Cercarlo mentre si fa trovare. Invocarlo perché è vicino. Questo modo di vivere, sfocia nella notte santa, nel Natale del Signore: dove la salvezza di dio si fa carne umana nella persona di Gesù, e noi possiamo gioire per questa presenza che da senso alla nostra vita, supera anche le attese e ricolma di grande gioia la nostra anima. Ma l'Avvento non è soltanto un tempo liturgico, non è soltanto una stagione della liturgia della Chiesa. L'Avvento come attesa fiduciosa e attiva, è una dimensione fondamentale della nosta vita cristiana. Son partito con il caratterizzare il tema dell'attesa per arrivare a dire una cosa importante, alla quale non si pensa, e cioè che tutta la vita cristiana, dal battesimo alla morte, è un tempo di avvento, di attesa. In tutta la nostra vita noi dobbiamo invocare il Signore con la preghiera. La preghiera privata e la preghiera comunitaria, liturgica. E dobbiamo oltre che invocarlo, cercarlo. “Cercate il Signore mentre si fa trovare”. Cercate e troverete, bussate e vi sarà aperto. Quindi anche quando oggetto della ricerca è non un desiderio qualsiasi, sia pure legittimo, ma è la sua stessa persona. Cercate il Signore. Certamente questa ricerca, non sarà una ricerca vuota. Certamente noi dobbiamo essere consapevoli della libertà di Dio della sua trascendenza. E proprio in considerazione dell'alterità di Dio, che non è un partner della nostra stessa dignità, il tutto Santo.
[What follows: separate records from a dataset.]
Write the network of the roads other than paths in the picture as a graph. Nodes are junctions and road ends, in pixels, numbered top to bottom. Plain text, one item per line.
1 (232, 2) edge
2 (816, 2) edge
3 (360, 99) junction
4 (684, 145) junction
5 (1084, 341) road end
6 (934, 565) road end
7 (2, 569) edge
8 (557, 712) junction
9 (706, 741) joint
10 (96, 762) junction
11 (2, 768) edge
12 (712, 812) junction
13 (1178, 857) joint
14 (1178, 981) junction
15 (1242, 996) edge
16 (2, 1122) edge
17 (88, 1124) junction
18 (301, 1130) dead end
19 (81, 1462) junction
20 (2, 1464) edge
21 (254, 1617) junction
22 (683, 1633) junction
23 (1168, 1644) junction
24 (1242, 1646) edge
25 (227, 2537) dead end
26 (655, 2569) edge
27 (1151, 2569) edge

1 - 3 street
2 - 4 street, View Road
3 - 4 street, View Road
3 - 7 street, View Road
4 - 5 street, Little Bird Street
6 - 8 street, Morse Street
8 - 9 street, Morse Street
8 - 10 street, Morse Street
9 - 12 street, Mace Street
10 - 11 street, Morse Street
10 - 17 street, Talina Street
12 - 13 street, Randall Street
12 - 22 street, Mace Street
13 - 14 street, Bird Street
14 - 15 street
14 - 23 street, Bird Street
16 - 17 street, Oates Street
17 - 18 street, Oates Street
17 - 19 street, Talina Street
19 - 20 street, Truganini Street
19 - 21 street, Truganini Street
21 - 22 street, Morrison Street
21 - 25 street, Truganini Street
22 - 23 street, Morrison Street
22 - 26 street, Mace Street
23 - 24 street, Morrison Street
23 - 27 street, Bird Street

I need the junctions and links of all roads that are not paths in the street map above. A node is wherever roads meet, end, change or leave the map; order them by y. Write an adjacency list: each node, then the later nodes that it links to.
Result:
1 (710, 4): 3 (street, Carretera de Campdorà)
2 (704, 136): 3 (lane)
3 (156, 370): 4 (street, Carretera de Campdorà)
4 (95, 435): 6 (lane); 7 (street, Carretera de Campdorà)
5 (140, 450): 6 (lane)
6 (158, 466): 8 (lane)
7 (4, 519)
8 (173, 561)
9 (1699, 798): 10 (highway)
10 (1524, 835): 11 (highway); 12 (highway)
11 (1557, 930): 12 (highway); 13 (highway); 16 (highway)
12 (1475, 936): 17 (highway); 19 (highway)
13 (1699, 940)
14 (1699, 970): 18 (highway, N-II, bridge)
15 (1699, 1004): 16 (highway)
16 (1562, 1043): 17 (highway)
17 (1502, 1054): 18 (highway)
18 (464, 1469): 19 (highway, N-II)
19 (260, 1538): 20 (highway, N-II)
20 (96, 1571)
Un rabbino diceva: - Quando si cerca il Signore a volte lo si trova a volte non si trova. A volte risponde, a volte non risponde. A volte si fa presente da chi non lo cerca, a volte si fa trovare da chi non lo cerca.
Incontrare il Signore non è un gioco fortuito di circostanze e non dipende pure soltanto dalla nostra abilità, dalla capacità esegetica di interpretare i versi della Scrittura Santa. Trovare il Signore è una grazia. Stare alla sua presenza e sapere di essere guardati, sapere di essere da Lui ascoltati, interpellati, è una grazia. Non c'è un rapporto tra causa effetto, tra cercare e trovare. Trovare il Signore non è frutto della nostra ricerca. Trovare il Signore è una risposta di grazia che liberamente il Signore ci da. Nella Sacra Scrittura ci sono tanti episodi che possono essere interpretati e letti come simbolo, come figura del vero cercatore di Dio. La nostra meditazione ci porta su uno dei tanti personaggi che hanno cercato il Signore e che hanno trovato al di là di quanto essi cercavano. Questo episodio è raccontato da Luca 19,1-10. L'episodio di Zaccheo, un amministratore di Gerico che esercitava un mestiere non molto gradito agli ebrei. Riscuoteva le tasse che dovevano pagare ai romani. Era uno dei capi, che erano impegnati in questo ufficio così odioso, ed era considerato da tutti un peccatore. Entrò nella città di Gerico e la stava attraversando – Gesù – quand'ecco un uomo, di nome zaccheo, capo dei pubblicani e ricco, cercava di vedere Gesù , ma non gli riusciva, a causa della folla, perché era piccolo di statura. Allora corse avanti e per riuscire a vederlo, salì su un sicomoro, perché doveva passare di là. Questi versetti descrivono un uomo che nonostante fosse un peccatore, era un uomo che voleva vedere Gesù.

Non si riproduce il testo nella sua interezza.